Autorin Esther Acason trägt mithilfe eines Farbrollers Epoxidharz auf die unterschiedlichen Gewebeschichten des selbst gebauten Kiteboards

Der nächste Morgen: Müde, aber glücklich stehe ich wieder in der Werkstatt. Alle Boards haben das Vakuumieren gut überstanden, nichts ist schiefgegangen, wie der Blick unter die Heizdecken verrät. Ich entferne den Schlauch, in kurzen, schnellen Bewegungen auch die Vakuumfolie. Dann das Vakuumvlies und das Abreissgewebe – und schon kommt mein Board in Sicht.
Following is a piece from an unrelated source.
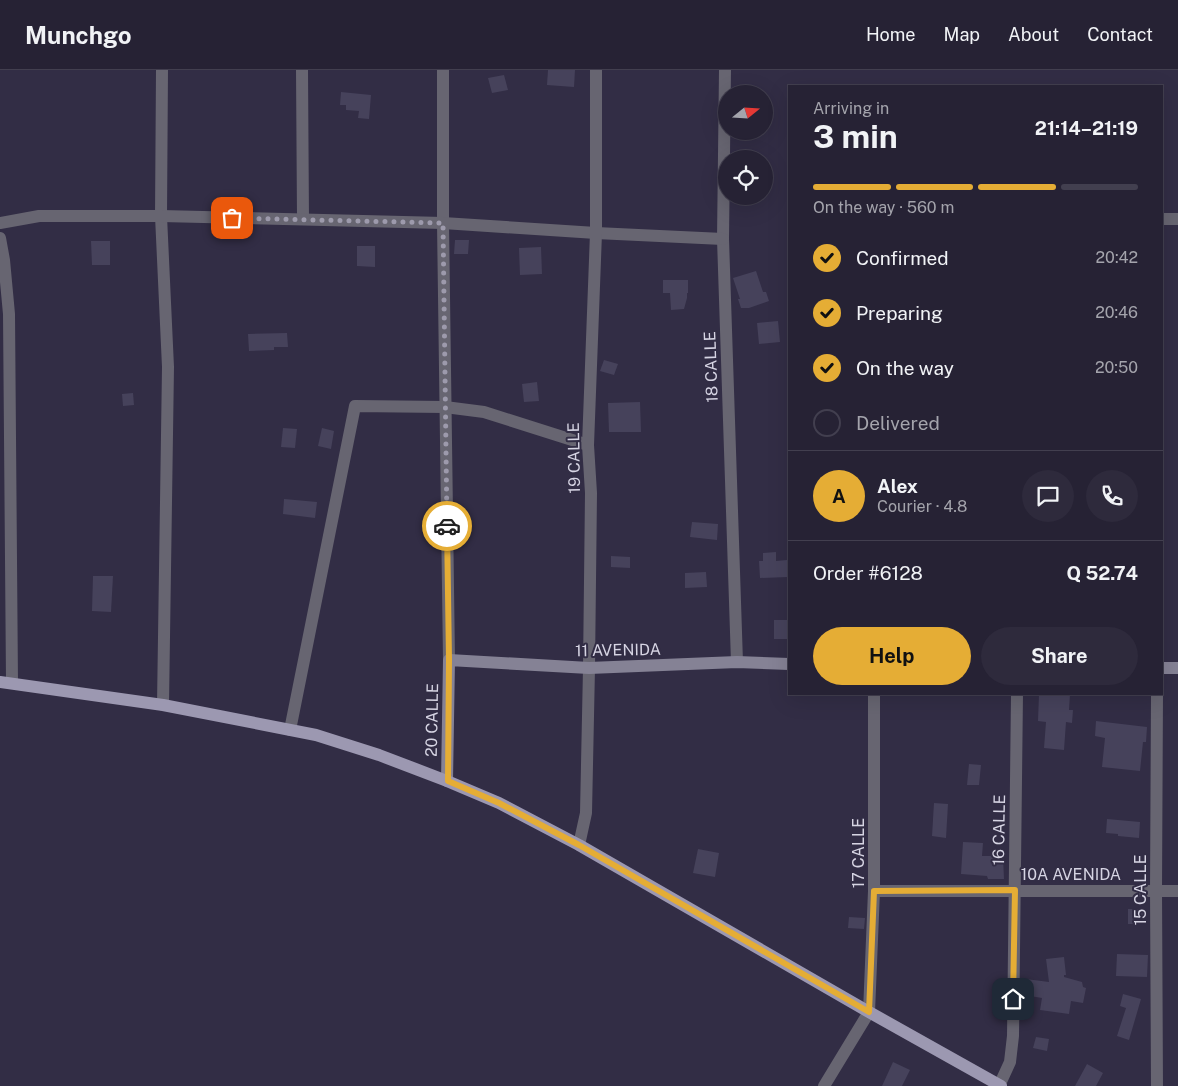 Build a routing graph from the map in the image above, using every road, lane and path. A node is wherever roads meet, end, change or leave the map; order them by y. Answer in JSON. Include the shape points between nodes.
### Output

Schon jetzt bin ich megastolz: Der Farbverlauf ist so, wie ich mir das vorgestellt hatte, der knallige Gecko strahlt mit mir um die Wette.

Doch noch ist einiges zu tun. Jannek drückt mir die Bohrmaschine in die Hand, und ich bohre die Löcher aus, in denen später der Griff für die Hände und die Fuss-Pads verschraubt werden. Dann schneide ich die überstehenden Seiten, die extrem scharfkantig sind, mit dem Multitool vorsichtig ab, möglichst nah an der ABS-Kante. Puh, geschafft! Dann geht’s wieder an den Exzenterschleifer, mit dem ich beide Oberflächen abschleife.

Dann kommen wir zur Maschine, vor der ich allergrössten Respekt habe: die Oberfräse. Dabei kann eigentlich nichts schiefgehen, versichert mir Jannek: Wir legen die Schablone aus MDF erneut aufs Board, dann ein kleines Stück Holz von jeweils beiden Seiten und Schraubzwingen drauf. Jannek hält das Kiteboard stabil, das flach auf dem Arbeitstisch liegt, während ich die Oberfräse mit einem Kopierfräser langsam an der ABS-Kante und Schablone entlanggleiten lasse. Er hatte recht: Hier kann ich wirklich nichts falsch machen, nur eine ruhige Hand ist gefragt. Trotzdem bin ich froh, als ich alle überstehenden Ränder abgefräst habe. Dann bohre ich durch die Schablone hindurch die Löcher, in die später die Schrauben für die Finnen passen müssen. Geschafft. Jetzt kommt die Stabfräse zum Einsatz: Ich stelle das Board seitlich auf und fräse die ABS-Kanten von unten rund, damit sie maximalen Halt haben. Im Wasser ist das genau andersherum als beim Skifahren. Meine Arme und Hände sind blau eingestaubt – und ich bin fast völlig fertig, langsam auch mit den Nerven. Doch hier ist höchste Konzentration gefragt.

Esther Acason schneidet die überstehende Seite des Kiteboards mithilfe des Multitools ab

Fast geschafft: Mein Kiteboard ist so gut wie fertig. Ich lasse mir von Jannek meinen Fingerabdruck als Klebefolie ausdrucken – ein Markenzeichen von Board Lab: auflegen, Folie abziehen – das Gleiche beim Board-Lab-Logo – und erst mal durchatmen. Jetzt muss der Fachmann ran: Jannek besprüht alle Kiteboards mit speziellem Lack, der das Brett vor UV-Strahlen und Feuchtigkeit schützt. Noch ein paar Stunden warten, dann kann ich das Board mit nach Hause nehmen. Erschöpft, aber glücklich, das Board vorsichtig unter den Arm geklemmt, geht’s nach Hause.

Autorin Esther Acason bringt die Finnen am selbst gebauten Kiteboard an

Der nächste Tag: Der Lack ist komplett getrocknet, und ich will mein Kiteboard endlich komplett sehen. Also zücke ich den Schraubenzieher und bringe auf der Oberseite den Handgriff in der Mitte des Kiteboards an: zwei Pads mit Straps, damit die Füsse fest sitzen; auf der Rückseite vier Finnen.

Autorin Esther Acason steht mit dem selbst gebauten Kiteboard unterm Arm am Hamburger Elbstrand

Mein selbst gebautes Kiteboard ist endlich fertig. Bald werde ich mich damit in die Fluten – vielmehr in den Wind – stürzen. Der Einsteigerkurs ist schon gebucht. Wenn ich das nächste Mal nach Kiel zurückkehre, dann als Kitesurferin – mit meinem Allround-Kiteboard im Gepäck.